> Work request: Give back exactly the lines of the material below, starting with the line with "middle mcp: (634, 68)" and going on through the line with "pinky tip: (623, 59)".

> Records provided:
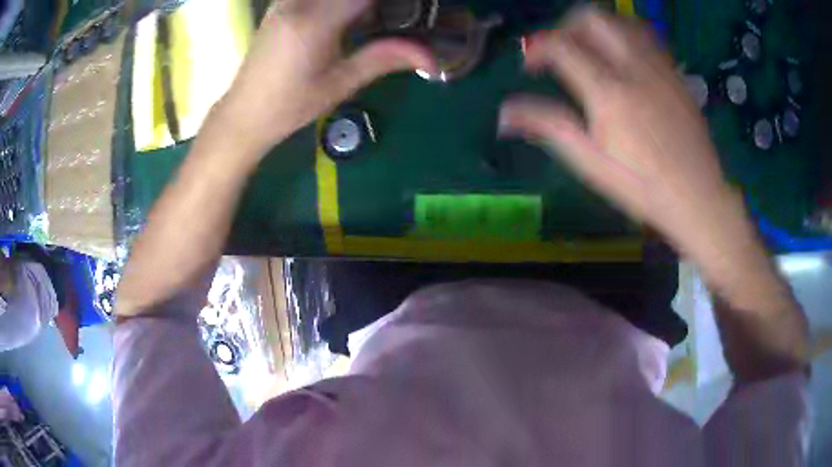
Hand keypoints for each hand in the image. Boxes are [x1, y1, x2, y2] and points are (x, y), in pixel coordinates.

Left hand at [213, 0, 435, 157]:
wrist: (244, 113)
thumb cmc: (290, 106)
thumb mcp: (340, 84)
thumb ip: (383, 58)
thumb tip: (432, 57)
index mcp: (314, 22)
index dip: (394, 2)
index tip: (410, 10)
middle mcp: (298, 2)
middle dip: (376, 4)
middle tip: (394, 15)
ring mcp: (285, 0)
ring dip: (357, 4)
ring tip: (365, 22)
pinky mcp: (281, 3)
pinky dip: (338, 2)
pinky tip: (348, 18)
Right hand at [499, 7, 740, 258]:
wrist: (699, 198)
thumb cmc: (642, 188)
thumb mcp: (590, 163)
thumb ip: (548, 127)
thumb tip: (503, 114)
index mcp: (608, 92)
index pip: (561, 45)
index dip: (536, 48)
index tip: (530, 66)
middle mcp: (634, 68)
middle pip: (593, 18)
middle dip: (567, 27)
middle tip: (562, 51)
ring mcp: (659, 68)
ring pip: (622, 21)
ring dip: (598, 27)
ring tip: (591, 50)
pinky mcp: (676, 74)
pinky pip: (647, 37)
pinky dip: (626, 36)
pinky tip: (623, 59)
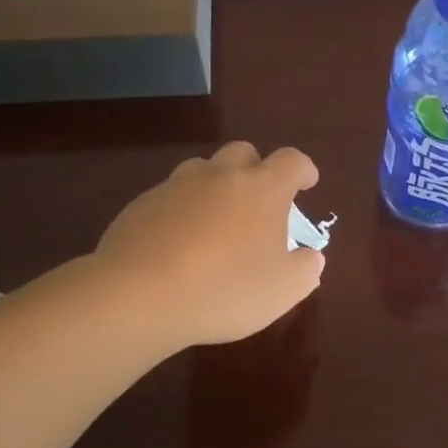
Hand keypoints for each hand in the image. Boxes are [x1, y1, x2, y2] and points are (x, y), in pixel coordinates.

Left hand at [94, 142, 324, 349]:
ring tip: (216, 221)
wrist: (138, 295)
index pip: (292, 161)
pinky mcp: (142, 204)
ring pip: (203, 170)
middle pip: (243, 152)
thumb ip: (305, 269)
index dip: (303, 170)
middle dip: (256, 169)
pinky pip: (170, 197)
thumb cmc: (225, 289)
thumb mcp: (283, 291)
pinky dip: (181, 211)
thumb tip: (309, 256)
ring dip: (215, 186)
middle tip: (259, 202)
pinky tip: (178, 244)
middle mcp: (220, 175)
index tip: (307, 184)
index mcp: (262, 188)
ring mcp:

> Solution for this task:
middle mcp: (634, 68)
middle pip: (593, 18)
middle dip: (567, 27)
middle tip: (562, 51)
ring mcp: (659, 68)
ring pip: (622, 21)
ring dip: (598, 27)
ring tip: (591, 50)
pinky mcp: (676, 74)
pinky pip: (647, 37)
pinky dip: (626, 36)
pinky tip: (623, 59)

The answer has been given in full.